**ACTIVITY**
Once you find the line with "Digitize the connectivity" in the data that follows, repeat it and every line after it exactly, through the line with "Extract the road graph of the map in the image".

[INFORMATION GIVEN Boundary: Start]

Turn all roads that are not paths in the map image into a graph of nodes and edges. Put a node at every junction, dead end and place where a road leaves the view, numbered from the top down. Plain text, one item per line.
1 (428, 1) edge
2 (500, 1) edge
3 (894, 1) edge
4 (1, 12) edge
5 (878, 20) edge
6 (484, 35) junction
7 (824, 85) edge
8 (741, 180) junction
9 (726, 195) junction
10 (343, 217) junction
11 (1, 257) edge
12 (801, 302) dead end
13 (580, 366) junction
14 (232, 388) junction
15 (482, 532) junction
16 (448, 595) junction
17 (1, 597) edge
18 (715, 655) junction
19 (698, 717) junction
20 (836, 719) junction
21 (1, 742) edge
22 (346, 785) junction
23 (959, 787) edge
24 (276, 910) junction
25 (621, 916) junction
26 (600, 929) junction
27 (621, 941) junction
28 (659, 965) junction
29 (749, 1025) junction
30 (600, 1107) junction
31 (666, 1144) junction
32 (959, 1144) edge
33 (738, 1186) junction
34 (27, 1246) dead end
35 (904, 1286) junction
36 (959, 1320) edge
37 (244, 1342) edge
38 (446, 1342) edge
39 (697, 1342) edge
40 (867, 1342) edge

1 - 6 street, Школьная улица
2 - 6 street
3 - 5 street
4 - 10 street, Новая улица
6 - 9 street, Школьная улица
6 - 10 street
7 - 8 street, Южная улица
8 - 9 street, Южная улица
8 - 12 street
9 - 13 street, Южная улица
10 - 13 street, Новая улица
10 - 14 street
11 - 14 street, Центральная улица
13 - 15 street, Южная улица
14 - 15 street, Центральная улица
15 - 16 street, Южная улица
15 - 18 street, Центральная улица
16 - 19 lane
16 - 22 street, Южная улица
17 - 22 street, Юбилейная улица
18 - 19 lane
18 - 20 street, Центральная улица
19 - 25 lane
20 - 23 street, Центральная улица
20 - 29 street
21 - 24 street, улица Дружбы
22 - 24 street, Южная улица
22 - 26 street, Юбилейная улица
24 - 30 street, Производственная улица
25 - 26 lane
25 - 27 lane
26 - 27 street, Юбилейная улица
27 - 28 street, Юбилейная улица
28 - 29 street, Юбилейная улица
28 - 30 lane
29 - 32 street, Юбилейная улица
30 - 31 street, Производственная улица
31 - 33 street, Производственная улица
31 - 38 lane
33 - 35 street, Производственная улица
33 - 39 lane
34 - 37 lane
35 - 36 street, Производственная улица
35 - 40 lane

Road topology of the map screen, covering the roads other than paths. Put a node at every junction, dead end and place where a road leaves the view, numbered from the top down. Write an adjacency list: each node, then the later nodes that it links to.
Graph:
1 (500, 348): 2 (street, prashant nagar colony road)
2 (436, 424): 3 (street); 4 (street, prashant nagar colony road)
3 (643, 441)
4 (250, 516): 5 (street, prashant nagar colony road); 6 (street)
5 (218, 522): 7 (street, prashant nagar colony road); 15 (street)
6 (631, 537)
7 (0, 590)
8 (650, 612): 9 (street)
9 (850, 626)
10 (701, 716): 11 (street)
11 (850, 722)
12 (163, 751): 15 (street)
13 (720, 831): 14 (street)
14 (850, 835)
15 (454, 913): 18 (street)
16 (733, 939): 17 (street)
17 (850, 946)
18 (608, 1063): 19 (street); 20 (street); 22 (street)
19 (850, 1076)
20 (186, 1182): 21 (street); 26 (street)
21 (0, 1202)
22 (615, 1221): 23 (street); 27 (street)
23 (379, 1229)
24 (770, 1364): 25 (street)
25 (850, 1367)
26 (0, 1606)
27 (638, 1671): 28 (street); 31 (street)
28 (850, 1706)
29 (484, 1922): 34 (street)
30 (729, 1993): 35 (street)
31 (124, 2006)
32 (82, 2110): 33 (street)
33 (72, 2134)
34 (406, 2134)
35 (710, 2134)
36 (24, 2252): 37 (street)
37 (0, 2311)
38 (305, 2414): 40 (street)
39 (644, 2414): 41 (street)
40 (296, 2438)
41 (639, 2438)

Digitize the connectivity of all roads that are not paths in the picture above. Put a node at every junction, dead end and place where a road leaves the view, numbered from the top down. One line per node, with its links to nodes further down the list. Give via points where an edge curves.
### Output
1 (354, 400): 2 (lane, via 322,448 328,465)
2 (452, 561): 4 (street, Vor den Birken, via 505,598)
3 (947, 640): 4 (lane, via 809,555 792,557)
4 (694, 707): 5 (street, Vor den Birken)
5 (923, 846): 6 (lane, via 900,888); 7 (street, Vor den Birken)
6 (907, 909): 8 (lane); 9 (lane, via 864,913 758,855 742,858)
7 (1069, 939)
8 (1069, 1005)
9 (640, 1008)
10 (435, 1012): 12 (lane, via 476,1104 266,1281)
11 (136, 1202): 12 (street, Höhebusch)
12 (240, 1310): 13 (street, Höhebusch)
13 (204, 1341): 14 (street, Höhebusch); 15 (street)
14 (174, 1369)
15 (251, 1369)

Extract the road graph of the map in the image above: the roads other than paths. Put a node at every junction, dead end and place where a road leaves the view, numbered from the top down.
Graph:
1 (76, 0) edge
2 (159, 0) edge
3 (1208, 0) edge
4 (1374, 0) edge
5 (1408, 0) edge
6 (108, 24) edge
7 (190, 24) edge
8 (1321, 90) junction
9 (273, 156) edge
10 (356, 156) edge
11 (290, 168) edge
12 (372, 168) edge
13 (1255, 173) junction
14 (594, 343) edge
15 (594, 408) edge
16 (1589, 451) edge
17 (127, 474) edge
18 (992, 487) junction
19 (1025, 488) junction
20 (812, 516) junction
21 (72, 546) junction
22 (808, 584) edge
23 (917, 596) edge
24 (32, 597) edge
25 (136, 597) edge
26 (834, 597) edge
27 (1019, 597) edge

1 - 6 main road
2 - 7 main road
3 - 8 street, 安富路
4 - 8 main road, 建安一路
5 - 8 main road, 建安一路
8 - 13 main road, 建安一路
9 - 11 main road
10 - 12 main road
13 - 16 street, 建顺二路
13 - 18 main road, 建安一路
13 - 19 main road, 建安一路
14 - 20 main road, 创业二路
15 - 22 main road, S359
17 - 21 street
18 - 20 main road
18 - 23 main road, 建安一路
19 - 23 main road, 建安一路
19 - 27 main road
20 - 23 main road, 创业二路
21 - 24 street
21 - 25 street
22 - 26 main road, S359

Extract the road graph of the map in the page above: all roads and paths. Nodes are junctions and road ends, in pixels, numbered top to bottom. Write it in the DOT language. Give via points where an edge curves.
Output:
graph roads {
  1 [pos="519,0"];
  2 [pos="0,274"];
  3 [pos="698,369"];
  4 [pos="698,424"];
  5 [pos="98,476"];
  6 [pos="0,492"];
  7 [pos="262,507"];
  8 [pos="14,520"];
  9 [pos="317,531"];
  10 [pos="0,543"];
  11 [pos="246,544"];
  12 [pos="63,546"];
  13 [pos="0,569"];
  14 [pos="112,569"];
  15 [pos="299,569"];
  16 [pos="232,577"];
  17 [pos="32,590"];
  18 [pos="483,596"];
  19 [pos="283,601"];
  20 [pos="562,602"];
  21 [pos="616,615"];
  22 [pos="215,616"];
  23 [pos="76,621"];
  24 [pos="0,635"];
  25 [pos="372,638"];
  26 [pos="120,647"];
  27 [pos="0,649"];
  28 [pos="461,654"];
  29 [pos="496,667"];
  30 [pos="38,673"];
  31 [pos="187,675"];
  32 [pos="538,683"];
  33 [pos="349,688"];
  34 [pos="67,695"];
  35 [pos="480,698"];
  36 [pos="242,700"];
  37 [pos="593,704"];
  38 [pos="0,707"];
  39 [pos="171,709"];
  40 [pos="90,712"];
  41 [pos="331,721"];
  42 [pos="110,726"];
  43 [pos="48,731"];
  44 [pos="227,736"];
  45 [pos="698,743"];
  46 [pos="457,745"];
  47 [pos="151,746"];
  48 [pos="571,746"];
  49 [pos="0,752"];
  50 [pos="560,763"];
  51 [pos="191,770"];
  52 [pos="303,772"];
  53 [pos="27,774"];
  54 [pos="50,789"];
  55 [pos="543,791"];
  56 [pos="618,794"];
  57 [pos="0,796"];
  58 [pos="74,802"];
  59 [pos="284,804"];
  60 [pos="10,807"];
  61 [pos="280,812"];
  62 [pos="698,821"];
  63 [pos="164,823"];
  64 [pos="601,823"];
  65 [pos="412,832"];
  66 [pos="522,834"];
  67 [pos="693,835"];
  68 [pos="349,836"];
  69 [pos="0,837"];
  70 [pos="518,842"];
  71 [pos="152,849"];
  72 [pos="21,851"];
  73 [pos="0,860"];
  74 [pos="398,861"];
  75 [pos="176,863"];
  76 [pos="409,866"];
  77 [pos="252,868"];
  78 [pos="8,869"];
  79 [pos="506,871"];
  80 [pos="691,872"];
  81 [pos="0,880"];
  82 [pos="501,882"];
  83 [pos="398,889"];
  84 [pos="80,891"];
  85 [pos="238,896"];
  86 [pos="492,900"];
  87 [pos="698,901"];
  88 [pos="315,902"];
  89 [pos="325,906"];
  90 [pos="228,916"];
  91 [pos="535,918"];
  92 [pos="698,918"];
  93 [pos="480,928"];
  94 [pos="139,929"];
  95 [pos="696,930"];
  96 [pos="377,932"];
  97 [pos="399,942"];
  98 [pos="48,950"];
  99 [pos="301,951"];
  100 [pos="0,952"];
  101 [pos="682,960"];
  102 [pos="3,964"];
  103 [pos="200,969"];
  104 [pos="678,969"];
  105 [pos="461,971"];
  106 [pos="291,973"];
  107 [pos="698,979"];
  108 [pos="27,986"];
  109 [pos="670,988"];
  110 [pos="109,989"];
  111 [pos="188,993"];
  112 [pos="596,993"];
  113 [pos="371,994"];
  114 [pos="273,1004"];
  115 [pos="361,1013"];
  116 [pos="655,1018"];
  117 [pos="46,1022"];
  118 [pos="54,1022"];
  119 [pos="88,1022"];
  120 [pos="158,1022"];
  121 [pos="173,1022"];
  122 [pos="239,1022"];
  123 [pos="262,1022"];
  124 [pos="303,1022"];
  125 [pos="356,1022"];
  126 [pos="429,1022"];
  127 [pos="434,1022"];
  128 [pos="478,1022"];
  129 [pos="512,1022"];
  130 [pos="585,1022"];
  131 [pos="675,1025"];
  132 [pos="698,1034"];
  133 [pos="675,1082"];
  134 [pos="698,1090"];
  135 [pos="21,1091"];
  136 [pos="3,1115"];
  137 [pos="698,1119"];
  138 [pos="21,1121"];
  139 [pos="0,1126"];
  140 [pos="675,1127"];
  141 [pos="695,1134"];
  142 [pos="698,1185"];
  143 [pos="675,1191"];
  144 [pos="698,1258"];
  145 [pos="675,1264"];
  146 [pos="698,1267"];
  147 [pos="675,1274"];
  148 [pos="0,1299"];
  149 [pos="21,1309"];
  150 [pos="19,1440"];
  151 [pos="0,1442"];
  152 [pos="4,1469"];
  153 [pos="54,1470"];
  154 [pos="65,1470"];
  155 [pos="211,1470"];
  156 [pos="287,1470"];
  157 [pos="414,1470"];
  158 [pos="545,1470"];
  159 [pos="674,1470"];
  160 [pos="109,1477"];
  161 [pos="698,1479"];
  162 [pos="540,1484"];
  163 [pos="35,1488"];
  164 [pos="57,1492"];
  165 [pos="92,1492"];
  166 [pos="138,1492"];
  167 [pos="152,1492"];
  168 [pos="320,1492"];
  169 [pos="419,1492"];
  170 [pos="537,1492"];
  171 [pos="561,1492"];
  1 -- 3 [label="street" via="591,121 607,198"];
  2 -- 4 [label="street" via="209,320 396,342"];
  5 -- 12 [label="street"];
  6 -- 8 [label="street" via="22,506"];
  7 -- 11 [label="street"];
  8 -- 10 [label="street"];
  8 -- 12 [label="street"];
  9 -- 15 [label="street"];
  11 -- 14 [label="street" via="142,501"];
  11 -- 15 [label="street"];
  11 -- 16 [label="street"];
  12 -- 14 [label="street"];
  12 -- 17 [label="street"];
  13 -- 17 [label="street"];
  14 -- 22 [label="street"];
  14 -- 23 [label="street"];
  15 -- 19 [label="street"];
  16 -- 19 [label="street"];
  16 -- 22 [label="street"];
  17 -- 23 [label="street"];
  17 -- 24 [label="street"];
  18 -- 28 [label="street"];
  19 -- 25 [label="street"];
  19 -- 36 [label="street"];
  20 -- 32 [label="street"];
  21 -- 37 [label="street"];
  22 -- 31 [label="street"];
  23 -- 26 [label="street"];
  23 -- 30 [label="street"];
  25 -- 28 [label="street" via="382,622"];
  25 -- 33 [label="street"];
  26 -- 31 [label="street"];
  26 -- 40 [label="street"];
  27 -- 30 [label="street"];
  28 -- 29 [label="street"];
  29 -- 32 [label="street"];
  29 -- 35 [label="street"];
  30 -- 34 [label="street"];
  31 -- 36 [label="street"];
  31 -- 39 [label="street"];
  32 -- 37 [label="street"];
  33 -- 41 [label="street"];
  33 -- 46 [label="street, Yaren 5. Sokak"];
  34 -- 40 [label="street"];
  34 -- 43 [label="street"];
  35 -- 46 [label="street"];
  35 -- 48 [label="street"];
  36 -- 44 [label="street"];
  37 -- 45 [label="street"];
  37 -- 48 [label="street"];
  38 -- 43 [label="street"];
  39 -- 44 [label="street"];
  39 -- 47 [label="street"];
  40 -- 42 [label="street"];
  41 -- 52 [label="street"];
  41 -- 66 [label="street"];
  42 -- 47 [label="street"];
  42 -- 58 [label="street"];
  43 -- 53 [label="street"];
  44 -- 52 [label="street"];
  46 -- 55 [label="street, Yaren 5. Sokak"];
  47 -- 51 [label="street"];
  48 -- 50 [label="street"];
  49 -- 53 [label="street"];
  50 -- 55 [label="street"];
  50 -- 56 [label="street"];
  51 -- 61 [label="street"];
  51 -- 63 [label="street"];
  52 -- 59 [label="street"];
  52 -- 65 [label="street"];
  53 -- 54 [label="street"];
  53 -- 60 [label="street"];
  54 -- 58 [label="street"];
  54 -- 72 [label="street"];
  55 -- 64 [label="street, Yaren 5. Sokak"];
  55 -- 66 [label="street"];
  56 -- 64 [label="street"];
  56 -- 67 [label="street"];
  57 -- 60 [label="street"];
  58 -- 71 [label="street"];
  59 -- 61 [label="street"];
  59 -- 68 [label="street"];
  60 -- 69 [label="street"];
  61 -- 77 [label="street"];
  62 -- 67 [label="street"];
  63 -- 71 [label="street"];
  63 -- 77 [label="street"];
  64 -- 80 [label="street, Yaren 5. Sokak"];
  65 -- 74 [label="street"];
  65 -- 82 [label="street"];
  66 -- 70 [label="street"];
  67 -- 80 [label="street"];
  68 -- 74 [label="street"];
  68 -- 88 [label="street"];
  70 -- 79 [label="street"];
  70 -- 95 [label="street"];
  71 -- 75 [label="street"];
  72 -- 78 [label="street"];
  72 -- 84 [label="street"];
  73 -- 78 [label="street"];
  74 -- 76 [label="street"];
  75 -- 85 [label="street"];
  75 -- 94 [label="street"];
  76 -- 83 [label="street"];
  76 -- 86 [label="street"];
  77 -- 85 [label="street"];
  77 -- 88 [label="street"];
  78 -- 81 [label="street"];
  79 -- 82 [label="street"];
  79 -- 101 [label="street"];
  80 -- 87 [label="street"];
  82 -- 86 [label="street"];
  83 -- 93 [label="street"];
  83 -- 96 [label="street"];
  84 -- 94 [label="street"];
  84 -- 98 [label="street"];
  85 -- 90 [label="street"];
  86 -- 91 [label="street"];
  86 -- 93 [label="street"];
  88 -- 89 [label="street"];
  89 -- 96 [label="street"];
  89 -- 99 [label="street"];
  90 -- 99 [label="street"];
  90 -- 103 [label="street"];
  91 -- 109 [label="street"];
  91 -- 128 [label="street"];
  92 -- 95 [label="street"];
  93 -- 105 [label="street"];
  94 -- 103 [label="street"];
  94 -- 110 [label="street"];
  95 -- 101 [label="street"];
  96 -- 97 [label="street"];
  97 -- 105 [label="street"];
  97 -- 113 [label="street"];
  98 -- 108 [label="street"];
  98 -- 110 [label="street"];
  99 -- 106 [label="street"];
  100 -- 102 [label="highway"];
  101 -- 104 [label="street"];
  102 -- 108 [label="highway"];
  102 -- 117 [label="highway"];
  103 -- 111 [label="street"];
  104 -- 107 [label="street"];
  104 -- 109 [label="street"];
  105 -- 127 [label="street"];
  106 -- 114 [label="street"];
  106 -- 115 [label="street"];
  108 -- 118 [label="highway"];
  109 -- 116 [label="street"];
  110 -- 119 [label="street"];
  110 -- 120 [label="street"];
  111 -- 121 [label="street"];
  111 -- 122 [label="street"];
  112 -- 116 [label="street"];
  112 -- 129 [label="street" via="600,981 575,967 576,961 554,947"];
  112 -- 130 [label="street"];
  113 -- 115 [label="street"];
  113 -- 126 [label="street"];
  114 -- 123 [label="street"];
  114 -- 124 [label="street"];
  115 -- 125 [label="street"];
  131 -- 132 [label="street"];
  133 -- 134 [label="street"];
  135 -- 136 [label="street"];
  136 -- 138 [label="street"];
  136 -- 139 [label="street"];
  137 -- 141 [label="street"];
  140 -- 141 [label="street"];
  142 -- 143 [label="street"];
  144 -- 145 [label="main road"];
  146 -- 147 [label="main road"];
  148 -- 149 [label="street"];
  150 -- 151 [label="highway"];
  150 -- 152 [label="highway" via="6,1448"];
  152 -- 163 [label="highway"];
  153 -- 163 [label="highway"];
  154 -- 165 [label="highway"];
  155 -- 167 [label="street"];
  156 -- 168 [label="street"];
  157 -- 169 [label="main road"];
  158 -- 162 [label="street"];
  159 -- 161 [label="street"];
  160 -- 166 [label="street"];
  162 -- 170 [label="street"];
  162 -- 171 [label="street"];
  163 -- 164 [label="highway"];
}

[INFORMATION GIVEN Boundary: End]

**RESPONSE TO THE TASK**
Digitize the connectivity of all roads that are not paths in the picture above. Put a node at every junction, dead end and place where a road leaves the view, numbered from the top down. One line per node, with its links to nodes further down the list. Give via points where an edge curves.
### Output
1 (354, 400): 2 (lane, via 322,448 328,465)
2 (452, 561): 4 (street, Vor den Birken, via 505,598)
3 (947, 640): 4 (lane, via 809,555 792,557)
4 (694, 707): 5 (street, Vor den Birken)
5 (923, 846): 6 (lane, via 900,888); 7 (street, Vor den Birken)
6 (907, 909): 8 (lane); 9 (lane, via 864,913 758,855 742,858)
7 (1069, 939)
8 (1069, 1005)
9 (640, 1008)
10 (435, 1012): 12 (lane, via 476,1104 266,1281)
11 (136, 1202): 12 (street, Höhebusch)
12 (240, 1310): 13 (street, Höhebusch)
13 (204, 1341): 14 (street, Höhebusch); 15 (street)
14 (174, 1369)
15 (251, 1369)

Extract the road graph of the map in the image above: the roads other than paths. Put a node at every junction, dead end and place where a road leaves the view, numbered from the top down.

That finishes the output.